3.2 Court’s Legal Reasoning
- Burden on the Proponent of Federal Jurisdiction. ADA, as plaintiff, must prove diversity at time of filing and trace citizenship through every entity layer (including trusts and estates).
- Traditional vs. Business Trust Dichotomy.
- Traditional trusts: fiduciary relationships; citizenship = trustees only.
- Business trusts (or other non-traditional trusts): distinct legal persons; citizenship = all members as defined by state law (often beneficiaries/shareholders).
- Position in Ownership Structure Irrelevant. Whether the trust is a named party or a remote limited partner of a limited partnership within an LLC, its citizenship must be calculated the same way (
rules do not change depending on where the trust is embedded
). - Facts Missing. Essential details (classification of each GST trust, identity and citizenship of beneficiaries, corporate form and principal place of business of Bessemer Trust) were not of record. These gaps preclude the appellate court’s constitutional duty to confirm jurisdiction.
- Remand as the Only Option. Consistent with Hertz, Siloam Springs, and FRAP 12.1, the panel remanded for limited fact-finding, signalling it would accept the district court’s determination if grounded in evidence.
3.3 Potential Impact
- Pleading & Disclosure: Litigants must disclose the complete member-by-member chain – down to natural persons and corporations – before litigating merits. Boilerplate statements (“none of our members is diverse-destroying”) will not suffice.
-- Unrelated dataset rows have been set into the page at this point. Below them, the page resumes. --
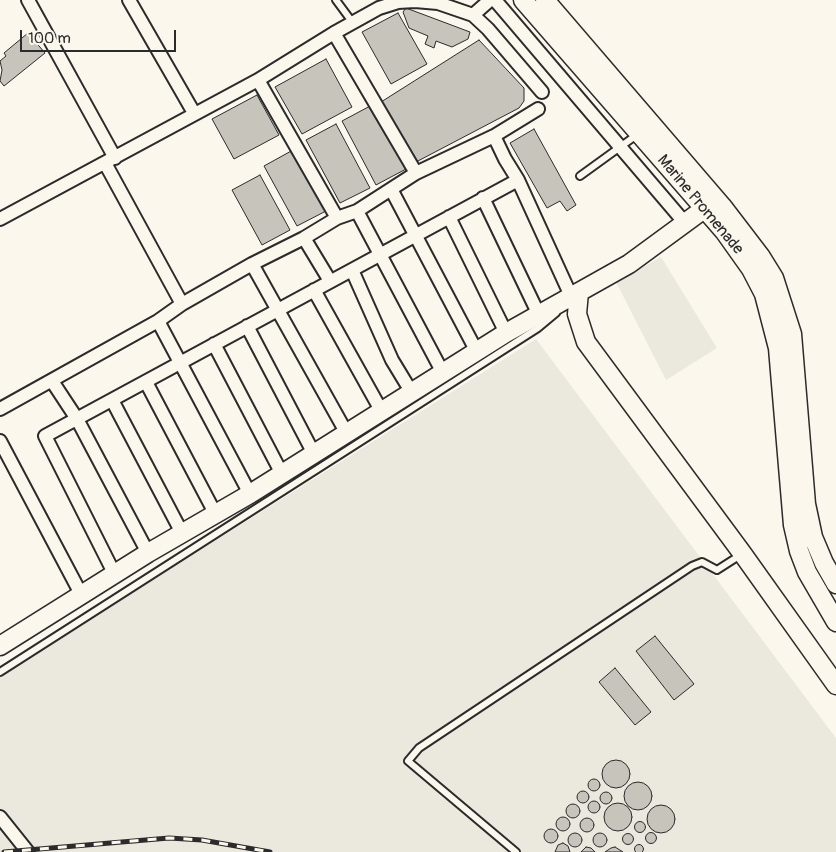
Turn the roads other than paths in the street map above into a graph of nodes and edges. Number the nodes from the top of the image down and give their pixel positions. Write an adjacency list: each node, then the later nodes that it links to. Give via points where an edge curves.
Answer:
1 (28, 0): 19 (street)
2 (129, 0): 15 (street)
3 (336, 0): 10 (lane)
4 (415, 0): 9 (street, via 438,3); 10 (street, via 379,8)
5 (490, 0): 9 (street)
6 (495, 0): 18 (street)
7 (523, 0): 16 (main road, Marine Promenade)
8 (545, 0): 16 (main road, Marine Promenade)
9 (473, 15): 13 (street)
10 (353, 23): 11 (street)
11 (334, 33): 12 (street); 20 (street)
12 (258, 80): 15 (street); 28 (street)
13 (542, 92)
14 (538, 109): 17 (street)
15 (194, 113): 19 (street)
16 (645, 128): 18 (lane); 25 (main road, Marine Promenade); 66 (main road, Marine Promenade, via 722,206 762,257 774,278 792,334 806,504 813,537)
17 (494, 136): 20 (street); 22 (street)
18 (621, 148): 21 (lane); 30 (street)
19 (110, 160): 29 (street); 39 (street)
20 (416, 173): 23 (street)
21 (580, 176)
22 (518, 180): 24 (street); 38 (street)
23 (391, 189): 26 (street); 31 (street)
24 (483, 198): 27 (street); 41 (street)
25 (704, 209): 30 (main road); 68 (main road, Marine Promenade, via 738,248 764,294 778,348 793,525 807,572)
26 (357, 211): 28 (street); 33 (street)
27 (449, 216): 31 (street); 44 (street)
28 (337, 218): 32 (street)
29 (0, 219)
30 (685, 223): 38 (main road, via 629,264)
31 (415, 235): 33 (street); 46 (street)
32 (304, 238): 34 (street); 36 (street)
33 (380, 254): 35 (street); 48 (street)
34 (252, 264): 39 (street); 40 (street)
35 (352, 270): 36 (street); 51 (street, via 392,360)
36 (330, 281): 37 (street)
37 (314, 290): 40 (street); 54 (street)
38 (575, 294): 41 (main road); 64 (main road, via 577,314 586,342); 70 (lane, via 538,328)
39 (182, 304): 42 (street)
40 (279, 309): 43 (street); 56 (street)
41 (539, 315): 44 (main road)
42 (158, 321): 47 (street); 49 (street)
43 (247, 326): 45 (street); 58 (street)
44 (506, 333): 46 (main road)
45 (214, 344): 47 (street); 59 (street)
46 (477, 352): 48 (main road)
47 (181, 362): 50 (street); 60 (street)
48 (443, 373): 51 (main road)
49 (52, 381): 53 (street); 55 (street)
50 (146, 382): 52 (street); 61 (street)
51 (412, 393): 54 (main road)
52 (112, 400): 55 (street); 62 (street)
53 (0, 410)
54 (382, 412): 56 (main road)
55 (77, 419): 63 (street); 65 (street, via 45,436)
56 (346, 432): 58 (main road)
57 (0, 441): 67 (street)
58 (314, 454): 59 (main road)
59 (282, 474): 60 (main road)
60 (250, 494): 61 (main road)
61 (216, 515): 62 (main road)
62 (182, 533): 63 (main road)
63 (148, 553): 65 (main road)
64 (742, 553): 71 (main road); 74 (lane, via 717,570 702,562 692,566 419,748 408,761)
65 (115, 575): 67 (main road)
66 (836, 584)
67 (82, 594): 69 (main road)
68 (836, 622)
69 (0, 646)
70 (0, 672)
71 (836, 685)
72 (0, 817): 73 (street)
73 (28, 852)
74 (516, 852)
- Heightened Scrutiny of Trusts: Parties must research state trust law to classify each trust and identify all trustees, beneficiaries, or shareholders. Failure can delay or end litigation.
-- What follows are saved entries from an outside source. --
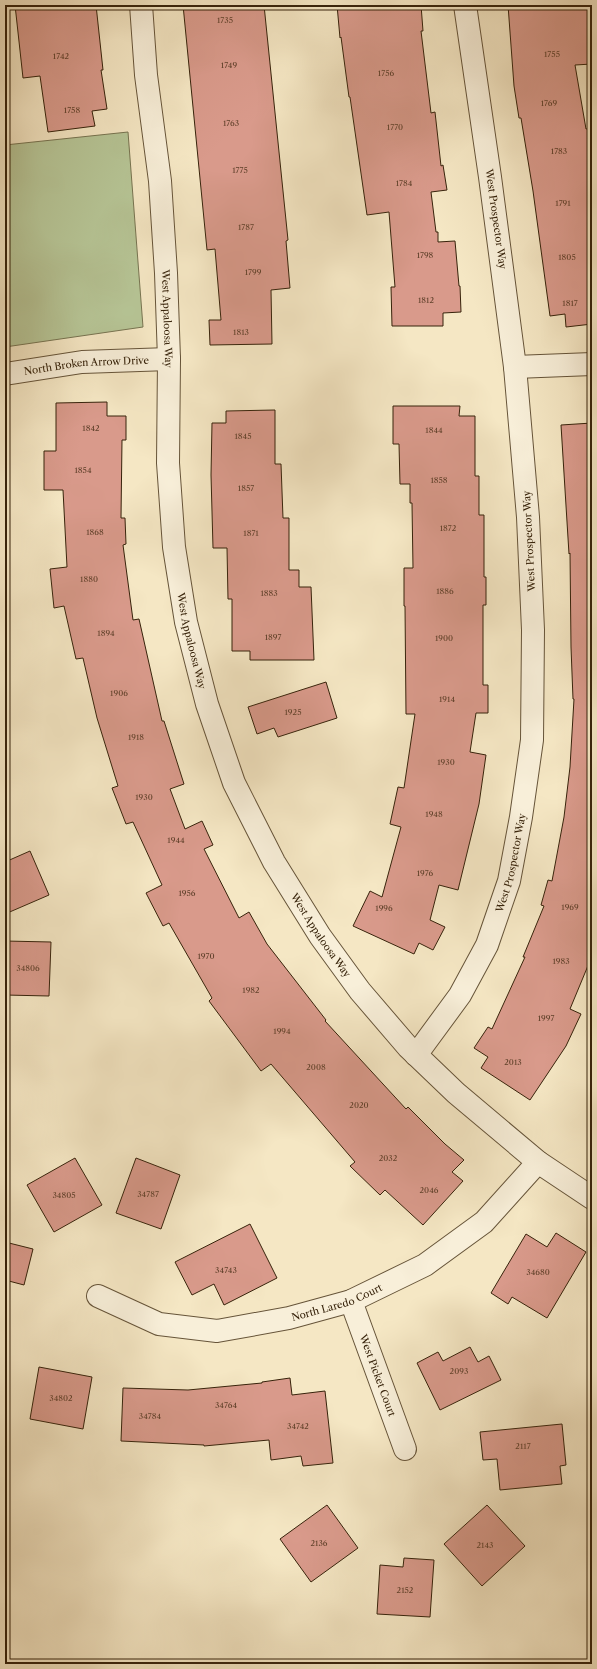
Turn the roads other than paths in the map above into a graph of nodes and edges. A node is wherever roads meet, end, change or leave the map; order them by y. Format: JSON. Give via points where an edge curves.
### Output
{"nodes":[{"id":1,"x":141,"y":5,"type":"edge"},
{"id":2,"x":465,"y":5,"type":"edge"},
{"id":3,"x":169,"y":359,"type":"junction"},
{"id":4,"x":592,"y":364,"type":"edge"},
{"id":5,"x":516,"y":367,"type":"junction"},
{"id":6,"x":5,"y":374,"type":"edge"},
{"id":7,"x":416,"y":1055,"type":"junction"},
{"id":8,"x":538,"y":1162,"type":"junction"},
{"id":9,"x":592,"y":1198,"type":"edge"},
{"id":10,"x":98,"y":1296,"type":"dead end"},
{"id":11,"x":351,"y":1301,"type":"junction"},
{"id":12,"x":405,"y":1449,"type":"dead end"}],
"edges":[{"from":1,"to":3,"type":"street","name":"West Appaloosa Way","via":[[146,75],[160,181]]},
{"from":2,"to":5,"type":"street","name":"West Prospector Way"},
{"from":3,"to":6,"type":"street","name":"North Broken Arrow Drive","via":[[82,362]]},
{"from":3,"to":7,"type":"street","name":"West Appaloosa Way","via":[[168,464],[174,547],[186,622],[208,704],[234,783],[274,862],[320,936],[360,991]]},
{"from":4,"to":5,"type":"street"},
{"from":5,"to":7,"type":"street","name":"West Prospector Way","via":[[534,630],[532,740],[521,817],[509,881],[487,945],[460,995]]},
{"from":7,"to":8,"type":"street","name":"West Appaloosa Way","via":[[456,1093]]},
{"from":8,"to":9,"type":"street","name":"West Appaloosa Way"},
{"from":8,"to":11,"type":"street","name":"North Laredo Court","via":[[484,1222],[425,1264]]},
{"from":10,"to":11,"type":"street","name":"North Laredo Court","via":[[159,1324],[217,1331],[289,1318]]},
{"from":11,"to":12,"type":"street","name":"West Picket Court"}]}
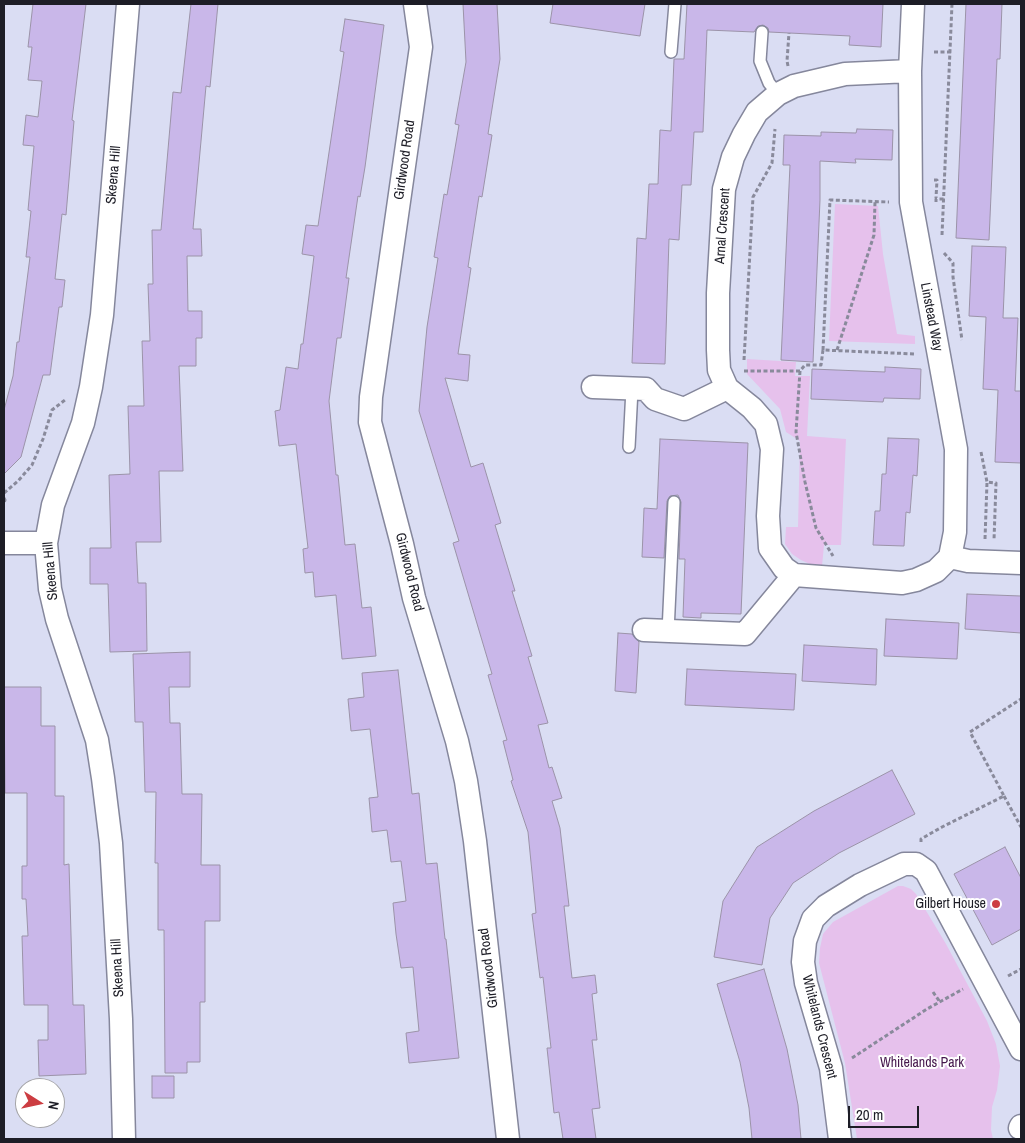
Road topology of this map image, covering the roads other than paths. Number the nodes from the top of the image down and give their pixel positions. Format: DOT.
graph roads {
  1 [pos="128,4"];
  2 [pos="415,4"];
  3 [pos="675,4"];
  4 [pos="913,4"];
  5 [pos="762,32"];
  6 [pos="671,52"];
  7 [pos="910,71"];
  8 [pos="786,90"];
  9 [pos="723,379"];
  10 [pos="593,386"];
  11 [pos="632,389"];
  12 [pos="629,447"];
  13 [pos="674,502"];
  14 [pos="4,543"];
  15 [pos="46,543"];
  16 [pos="950,557"];
  17 [pos="1021,563"];
  18 [pos="794,575"];
  19 [pos="644,630"];
  20 [pos="668,632"];
  21 [pos="1021,1049"];
  22 [pos="124,1139"];
  23 [pos="508,1139"];
  24 [pos="840,1139"];
  1 -- 15 [label="street, Skeena Hill"];
  2 -- 23 [label="street, Girdwood Road"];
  3 -- 6 [label="lane"];
  4 -- 7 [label="street, Linstead Way"];
  5 -- 8 [label="lane"];
  7 -- 8 [label="street, Arnal Crescent"];
  7 -- 16 [label="street, Linstead Way"];
  8 -- 9 [label="street, Arnal Crescent"];
  9 -- 11 [label="street"];
  9 -- 18 [label="street"];
  10 -- 11 [label="street"];
  11 -- 12 [label="lane"];
  13 -- 20 [label="lane"];
  14 -- 15 [label="street"];
  15 -- 22 [label="street, Skeena Hill"];
  16 -- 17 [label="street"];
  16 -- 18 [label="street"];
  18 -- 20 [label="street"];
  19 -- 20 [label="street"];
  21 -- 24 [label="street, Whitelands Crescent"];
}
- Transactional Planning: Business entities with multi-layered structures may face strategic pressure to re-examine entity composition if they wish to ensure federal fora for disputes.
- Judicial Efficiency: District courts in the Tenth Circuit are now on notice to demand jurisdictional proof sua sponte early in the case, preventing multi-year proceedings that collapse on appeal.
- Persuasive Authority Nationwide: Though aligned with sister circuits, the opinion provides a thorough exposition that other courts will likely quote when confronting similar nested-trust problems.
4. Complex Concepts Simplified
- Diversity Jurisdiction (§ 1332): Federal courts can hear state-law cases if (1) all plaintiffs are citizens of different states from all defendants (complete diversity) and (2) at least $75,000 is in controversy.
- Citizenship vs. Residence: “Citizenship” means “domicile” – where a person resides and intends to remain indefinitely. Merely having a house or office does not itself create citizenship.
- Unincorporated Entity: Any business form that is not a corporation – e.g., LLCs, LLPs, LPs, joint ventures, business trusts – takes the citizenship of all of its members.
- Traditional Trust: A fiduciary arrangement; not a separate legal person; citizenship = trustees’ citizenships only.
- Business/Non-Traditional Trust: Statutory entity (e.g., real-estate investment trust) with its own legal identity; citizenship = all members (determined by state law; may include beneficiaries or shareholders).
- “Tracing through however many layers”: If an LLC has a member that is an LP, and that LP has partners that are trusts, one must keep peeling back until reaching individuals or corporations.
5. Conclusion
The Tenth Circuit’s decision in ADA Carbon Solutions v. Atlas Carbon presents a cautionary tale and a clarifying precedent. It reconfirms long-standing Supreme Court doctrine while extending its reach to complex, multi-tier business structures: a trust’s citizenship – whether the trust is center-stage or buried several layers deep – is determined under Americold and Carden, and courts must insist on full transparency before proceeding to the merits. Practitioners litigating in federal court must now treat jurisdictional discovery as mission-critical, ensuring that every LLC member, every limited partner, and every trust beneficiary is accounted for and properly documented at the outset of the case.